## TASK INSTRUCTIONS:
Could you retype all of the records exactly, leaving out every picture?

## SOURCE RECORDS:
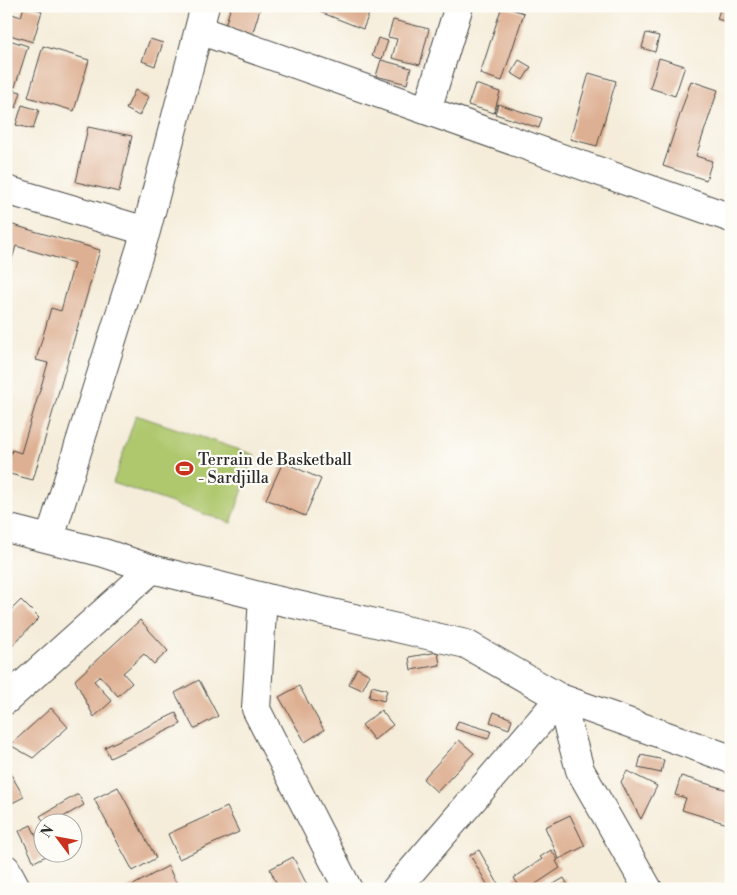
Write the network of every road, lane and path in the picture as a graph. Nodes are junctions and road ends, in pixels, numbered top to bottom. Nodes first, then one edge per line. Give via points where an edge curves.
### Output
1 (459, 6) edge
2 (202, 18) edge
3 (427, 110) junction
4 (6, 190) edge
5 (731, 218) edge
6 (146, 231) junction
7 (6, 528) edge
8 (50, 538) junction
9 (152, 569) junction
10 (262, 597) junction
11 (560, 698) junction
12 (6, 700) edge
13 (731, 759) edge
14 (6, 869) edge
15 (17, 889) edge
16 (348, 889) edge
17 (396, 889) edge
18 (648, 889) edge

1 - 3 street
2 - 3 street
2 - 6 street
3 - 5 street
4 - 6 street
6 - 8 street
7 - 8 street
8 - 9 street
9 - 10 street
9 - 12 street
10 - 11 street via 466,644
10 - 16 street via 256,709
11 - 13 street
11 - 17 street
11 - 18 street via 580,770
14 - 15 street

## EXERCISE SOLUTION:
Write the network of every road, lane and path in the picture as a graph. Nodes are junctions and road ends, in pixels, numbered top to bottom. Nodes first, then one edge per line. Give via points where an edge curves.
### Output
1 (459, 6) edge
2 (202, 18) edge
3 (427, 110) junction
4 (6, 190) edge
5 (731, 218) edge
6 (146, 231) junction
7 (6, 528) edge
8 (50, 538) junction
9 (152, 569) junction
10 (262, 597) junction
11 (560, 698) junction
12 (6, 700) edge
13 (731, 759) edge
14 (6, 869) edge
15 (17, 889) edge
16 (348, 889) edge
17 (396, 889) edge
18 (648, 889) edge

1 - 3 street
2 - 3 street
2 - 6 street
3 - 5 street
4 - 6 street
6 - 8 street
7 - 8 street
8 - 9 street
9 - 10 street
9 - 12 street
10 - 11 street via 466,644
10 - 16 street via 256,709
11 - 13 street
11 - 17 street
11 - 18 street via 580,770
14 - 15 street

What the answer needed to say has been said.